Le mois de novembre est traditionnellement celui du documentaire, et de nombreux festivals viennent compléter la foisonnante offre du Mois du Doc. Deux manifestations quasiment simultanées vous invitent dans les salles pour apprécier de nombreux films, en compétition ou pas. Nous sommes fiers d’être partenaires de ces deux événements, les « Escales documentaires » à La Rochelle et les « Ecrans documentaires » à Arcueil. Présentation avec les éditos des deux festivals.

 

Un Festival pour prendre la route d’un autre monde possible !

Alors que cette année 2018 touche à sa fin, comment ne pas ouvrir ce festival sur cet évènement majeur que fut l’année 68, et avec un sujet ouvrant la réflexion sur la coexistence du travail manuel et intellectuel ou comment se construire une nouvelle vie. À l’heure où l’obscurantisme et le populisme se conjuguent au risque de formidables régressions sociales, le documentaire doit poursuivre cet objectif de laisser une grande liberté d’expression et de création aux artistes et aux acteurs culturels contre toute instrumentalisation politique ou religieuse et tout asservissement à une économie totalement marchande.

La démocratie culturelle à laquelle nous aspirons invite à un autre partage des savoirs et des imaginaires comme de la création, à de nouvelles conditions de rencontre et d’échange. Elle impose de combattre résolument les inégalités, ségrégations et inhibitions qui éloignent tant de monde de la vie artistique, notamment au sein des classes populaires. Pour atteindre cet objectif, il faut patiemment et avec constance agir sur plusieurs leviers. À l’heure des prochaines échéances électorales, l’Europe en est un. Nous devons voir la mondialisation culturelle comme une opportunité d’ouverture, non dans sa version libérale favorisant la standardisation et des échanges culturels déséquilibrés. Il nous faut mener combat pour l’exception et la diversité culturelle, pour doter l’Union européenne d’une authentique politique culturelle avec une France ouverte sur le monde.

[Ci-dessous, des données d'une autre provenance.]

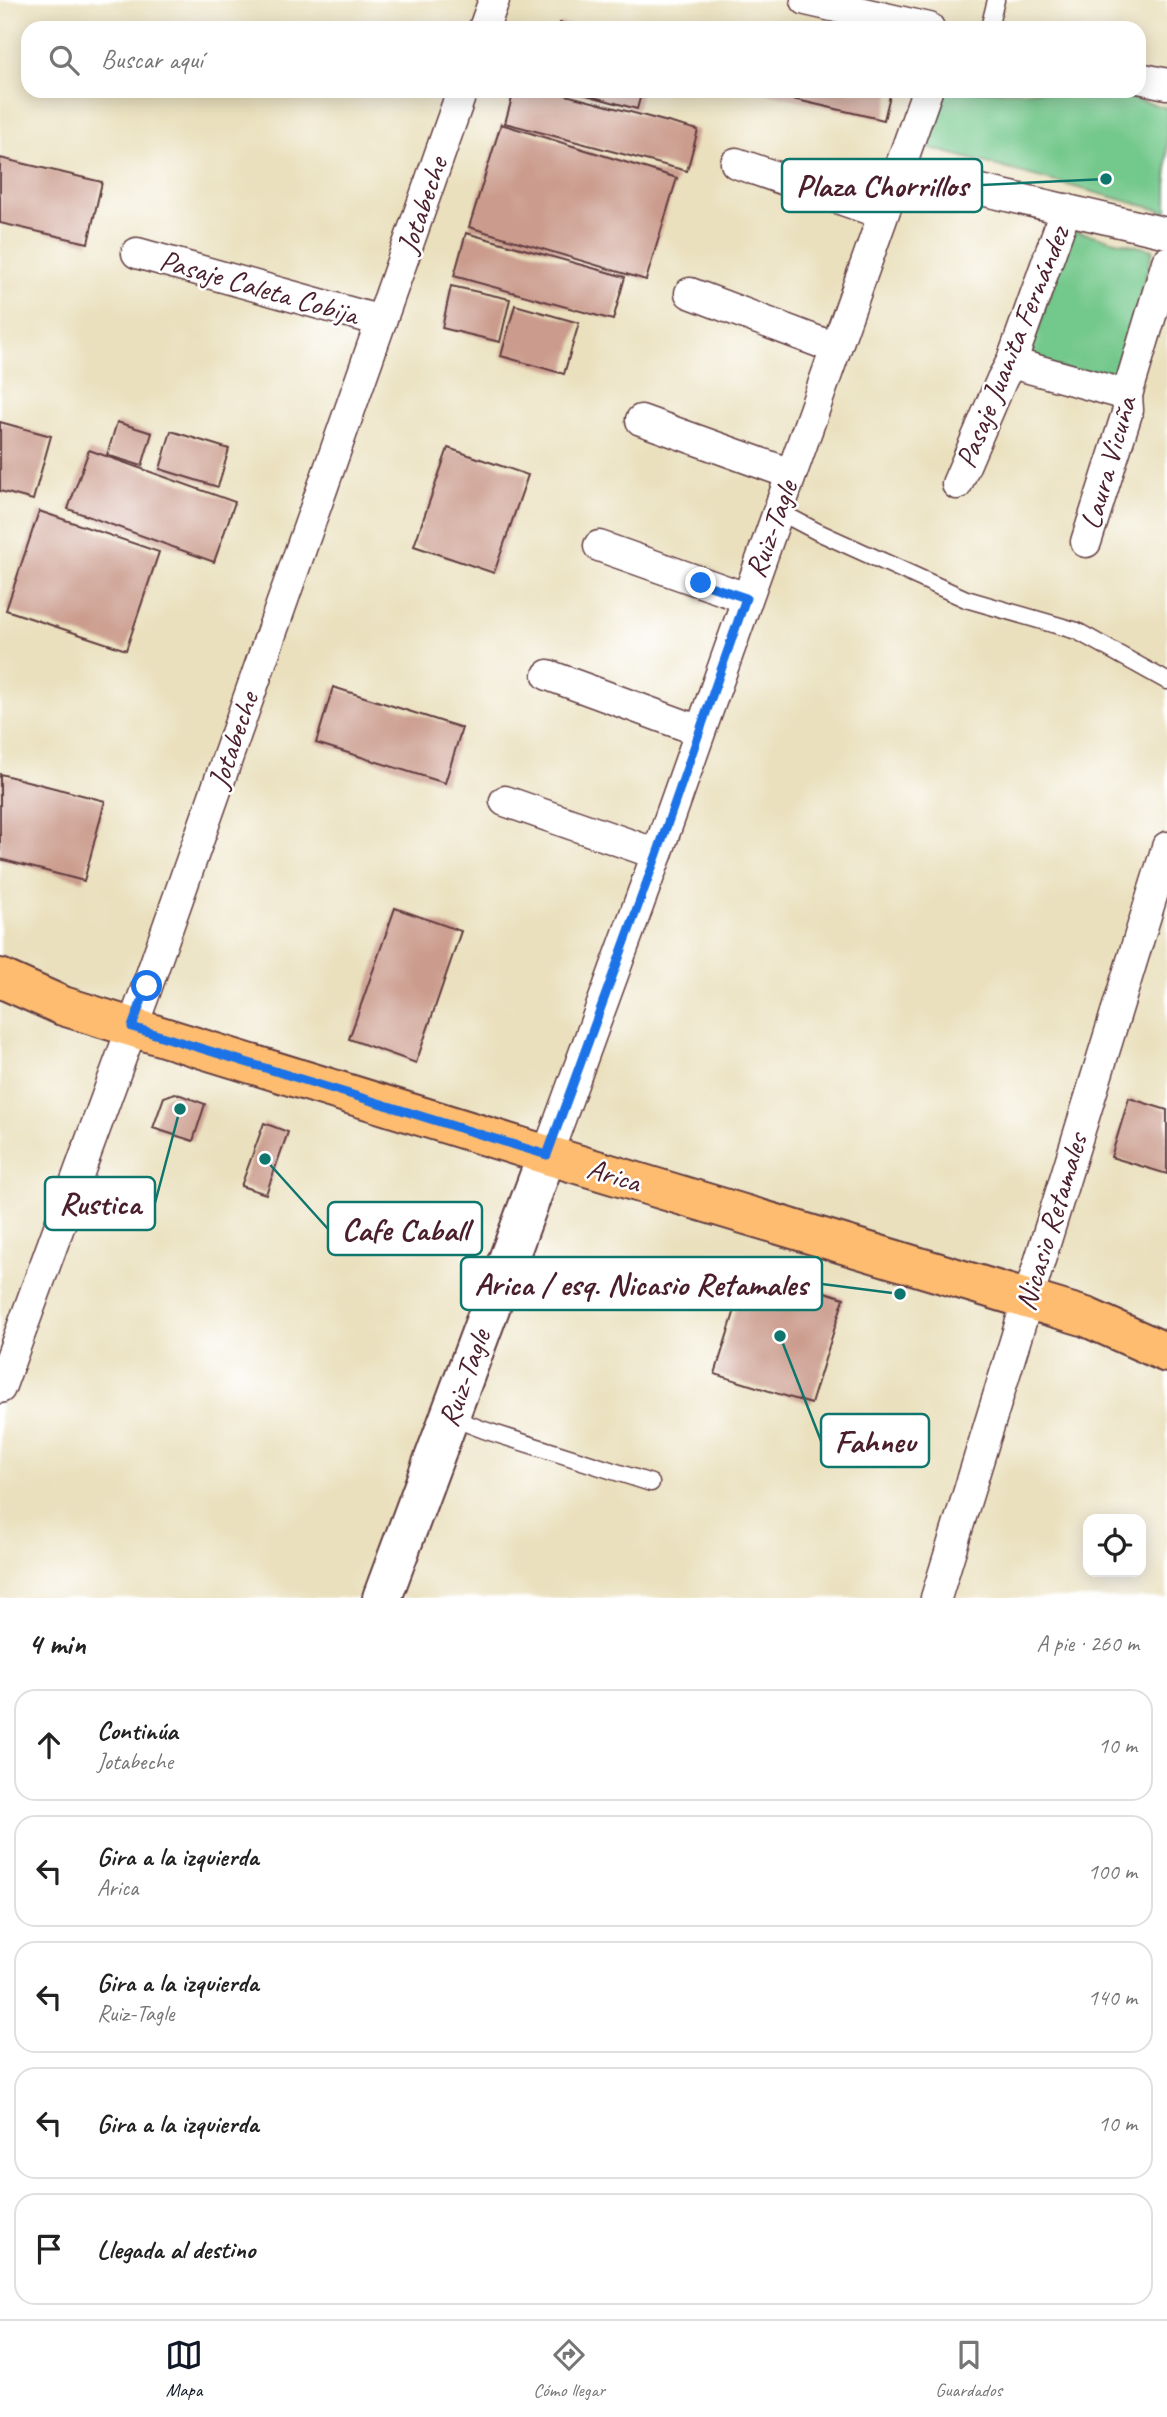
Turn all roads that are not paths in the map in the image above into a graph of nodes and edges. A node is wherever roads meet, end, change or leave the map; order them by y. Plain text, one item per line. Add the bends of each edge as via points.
1 (494, 0) edge
2 (806, 0) edge
3 (996, 0) edge
4 (486, 21) edge
5 (898, 21) edge
6 (991, 21) edge
7 (1146, 80) edge
8 (1167, 84) edge
9 (460, 98) edge
10 (925, 98) edge
11 (736, 163) dead end
12 (899, 171) junction
13 (1066, 209) junction
14 (883, 214) junction
15 (1167, 233) edge
16 (137, 253) dead end
17 (1167, 262) edge
18 (690, 293) dead end
19 (381, 321) junction
20 (835, 348) junction
21 (1011, 363) junction
22 (1128, 395) junction
23 (641, 420) dead end
24 (791, 474) junction
25 (957, 484) dead end
26 (778, 511) junction
27 (1086, 542) dead end
28 (599, 546) dead end
29 (746, 598) junction
30 (548, 675) dead end
31 (1167, 681) edge
32 (700, 731) junction
33 (505, 801) dead end
34 (1167, 847) edge
35 (657, 854) junction
36 (0, 978) edge
37 (0, 999) edge
38 (63, 1006) junction
39 (132, 1027) junction
40 (547, 1155) junction
41 (1028, 1300) junction
42 (1086, 1317) junction
43 (1167, 1329) edge
44 (1167, 1353) edge
45 (0, 1388) edge
46 (450, 1416) junction
47 (651, 1483) dead end
48 (382, 1598) edge
49 (936, 1598) edge

1 - 4 street
2 - 5 street
3 - 6 lane
7 - 8 street
9 - 19 street, Jotabeche
10 - 12 street, Ruiz-Tagle
11 - 14 street
12 - 13 street
12 - 14 street, Ruiz-Tagle
13 - 15 street
13 - 21 street, Pasaje Juanita Fernández
14 - 20 street, Ruiz-Tagle
16 - 19 street, Pasaje Caleta Cobija
17 - 22 street, Laura Vicuña
18 - 20 street
19 - 39 street, Jotabeche
20 - 24 street, Ruiz-Tagle
21 - 22 street
21 - 25 street, Pasaje Juanita Fernández
22 - 27 street, Laura Vicuña via 1128,410
23 - 24 street
24 - 26 street, Ruiz-Tagle
26 - 29 street, Ruiz-Tagle
26 - 31 lane via 966,600 1077,631
28 - 29 street
29 - 32 street, Ruiz-Tagle
30 - 32 street
32 - 35 street, Ruiz-Tagle
33 - 35 street
34 - 41 street, Nicasio Retamales
35 - 40 street, Ruiz-Tagle
36 - 38 main road, Arica
37 - 38 main road, Arica
38 - 39 main road, Arica
39 - 40 main road, Arica
39 - 45 street, Jotabeche
40 - 41 main road, Arica
40 - 46 street, Ruiz-Tagle
41 - 42 main road, Arica
41 - 49 street, Nicasio Retamales
42 - 43 main road, Arica
42 - 44 main road, Arica
46 - 47 lane
46 - 48 street, Ruiz-Tagle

À rebours des traités actuels, les principes de financements publics de la culture doivent devenir des axes fondamentaux de la construction européenne: il ne doit pas être possible de contester aux états leurs choix d’investissement et de soutien à la culture, de quelque manière que ce soit. Bien au contraire, nous devons attendre de l’Union européenne qu’elle se dote d’une politique culturelle proprement dite avec des budgets correspondants pour le développement d’outils publics de création, de diffusion et d’action artistique.

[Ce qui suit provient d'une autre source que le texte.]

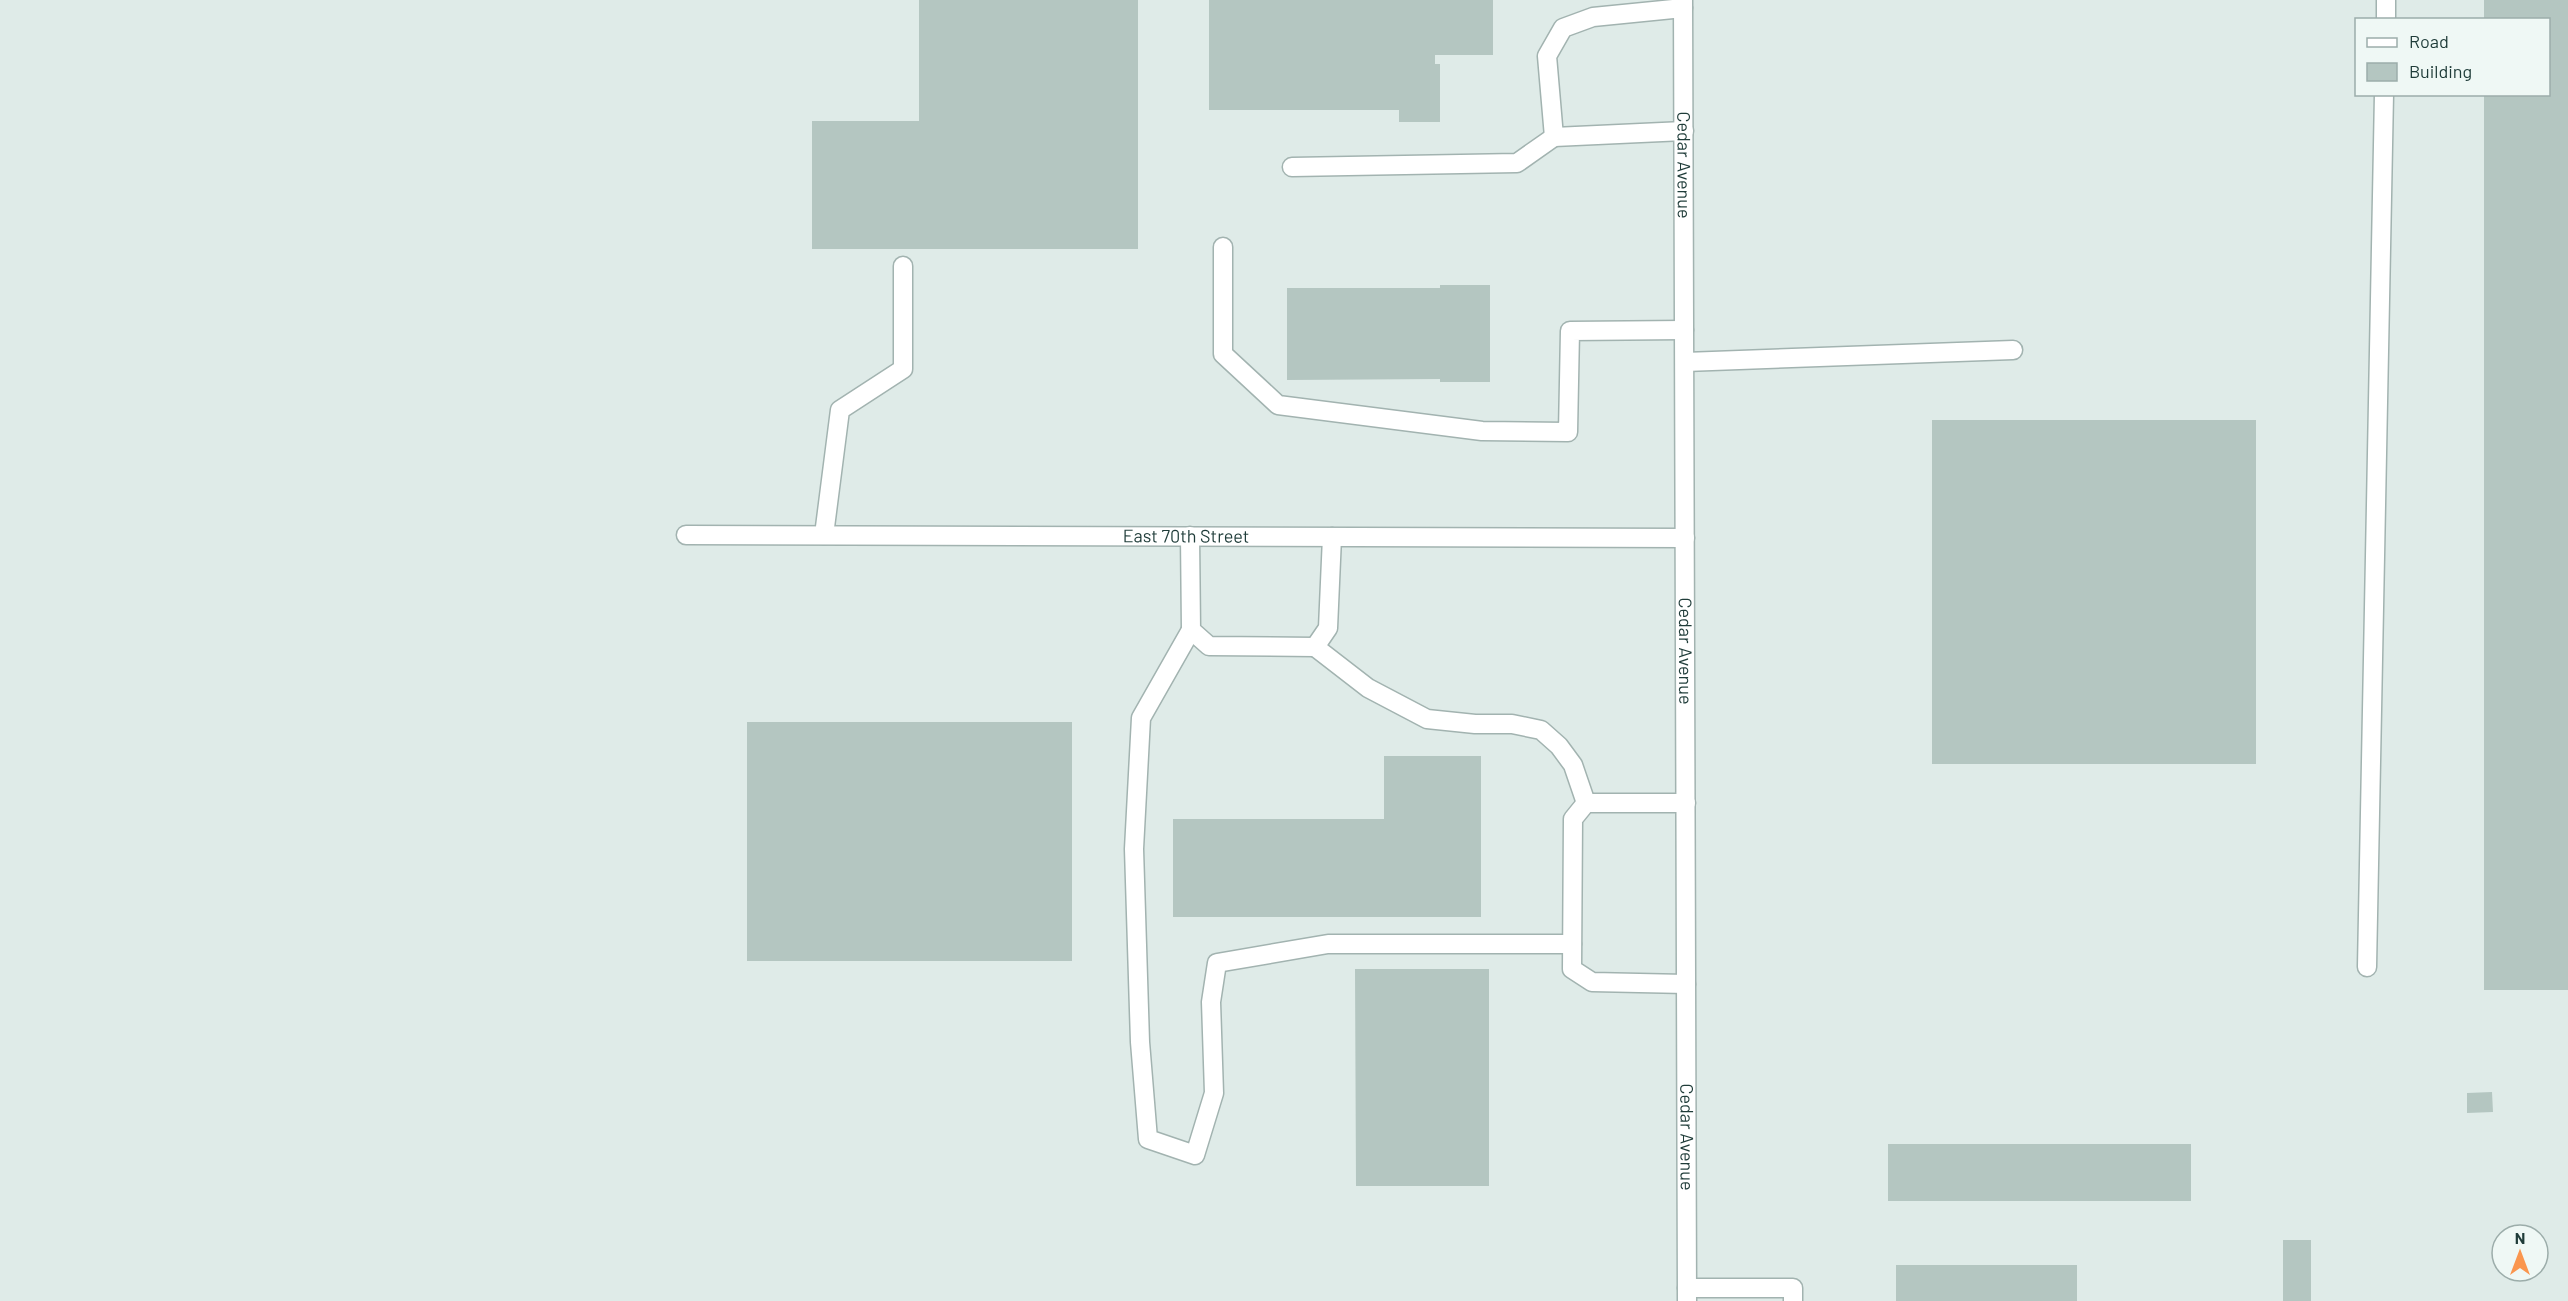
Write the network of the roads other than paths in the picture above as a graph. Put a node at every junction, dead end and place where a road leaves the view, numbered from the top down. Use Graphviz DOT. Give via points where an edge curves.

À l’heure où de trop nombreux gouvernements en Europe comme dans le Monde s’enferment dans des murs pour en faire une forteresse, nous prônons l’ouverture, la solidarité, la facilitation d’une véritable circulation des artistes et des œuvres afin de faire de la culture un axe majeur de la réorientation de la construction européenne. Notre travail en direction des lycéen-ne-s, comme des jeunes publics, a pour objectif de les aider à reprendre possession de leur culture, de la culture, et lutter contre la misère sociale et psychique, l’assignation identitaire, raciste et discriminatoire ambiante. Nous le savons, il n’y a pas d’émancipation de l’individu sans émancipation culturelle. Dimension transversale des rapports sociaux, la culture comme le féminisme, l’antiracisme ou l’écologie, nécessite la mobilisation de toutes et tous pour résister et construire un autre monde que celui glacé et égoïste que l’on veut nous imposer et qui baigne dans les eaux glauques de la Haine de l’autre.

Notre Festival veut participer à ce mouvement et proposer d’autres représentations du réel que ces produits destinés à formater les esprits.

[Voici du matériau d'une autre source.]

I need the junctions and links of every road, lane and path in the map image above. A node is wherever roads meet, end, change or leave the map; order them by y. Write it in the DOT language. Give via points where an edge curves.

Nous continuons à rechercher les moyens de poursuivre, dans cette banlieue qui est la nôtre, la reconquête des mots, des images et des récits qui nous aident à apprécier notre monde et le transcender. L’émergence dans les territoires de forts mouvements artistiques et culturels, dans lesquels des collectivités continuent à s’engager, donnent espoir et permettent d’organiser des résistances qui aboutissent parfois comme celles des intermittents du spectacle.

Oui, il faut «dégoogliser» le monde et nos consciences, sinon les GAFAM non seulement nous rançonneront, mais ils nous diront comment vivre. Alors oui, nous sommes heureux qu’un festival comme celui des Écrans documentaires permette à de tou(te)s jeunes réalisateurs et réalisatrices de présenter, au travers de leurs films sensibles et politiques, ce qui fait sens dans la cité, cette banlieue en pleine mutation qui se cherche face aux calculs froids des marchands. Nous nous laissons mener à la rencontre de ces habitants qui expriment leur révolte et leur liberté, ici et partout ailleurs dans le monde.

Cette programmation, au travers des films qui cheminent de pays en pays, d’Europe en Amérique latine, d’Afrique en Asie, est aussi une sorte de road-movie écologiste, à la découverte d’un Nouveau Monde, de Nouveaux Modernes, qui trouvent parfois ressource chez celles et ceux qui défendent leur terre ancestrale, tel le peuple Mapuche aux frontières du Chili et de l’Argentine. Ce Festival se veut un vrai bol d’air dans ce monde qui veut nous laisser croire qu’un autre possible n’est pas permis. Alors, il me reste à remercier celles et ceux qui ont permis ce voyage culturel comme celles et ceux qui ont choisi d’en faire parti. Son et Image est bien décidé à poursuivre cette route, et vous invite à nous rejoindre !

Fabien Cohen
Président de Son & Image

> Le programme des Ecrans documentaires 2018

> Notre interview avec Samuel Bigiaoui, réalisateur du film d’ouverture « 68, mon père et les clous »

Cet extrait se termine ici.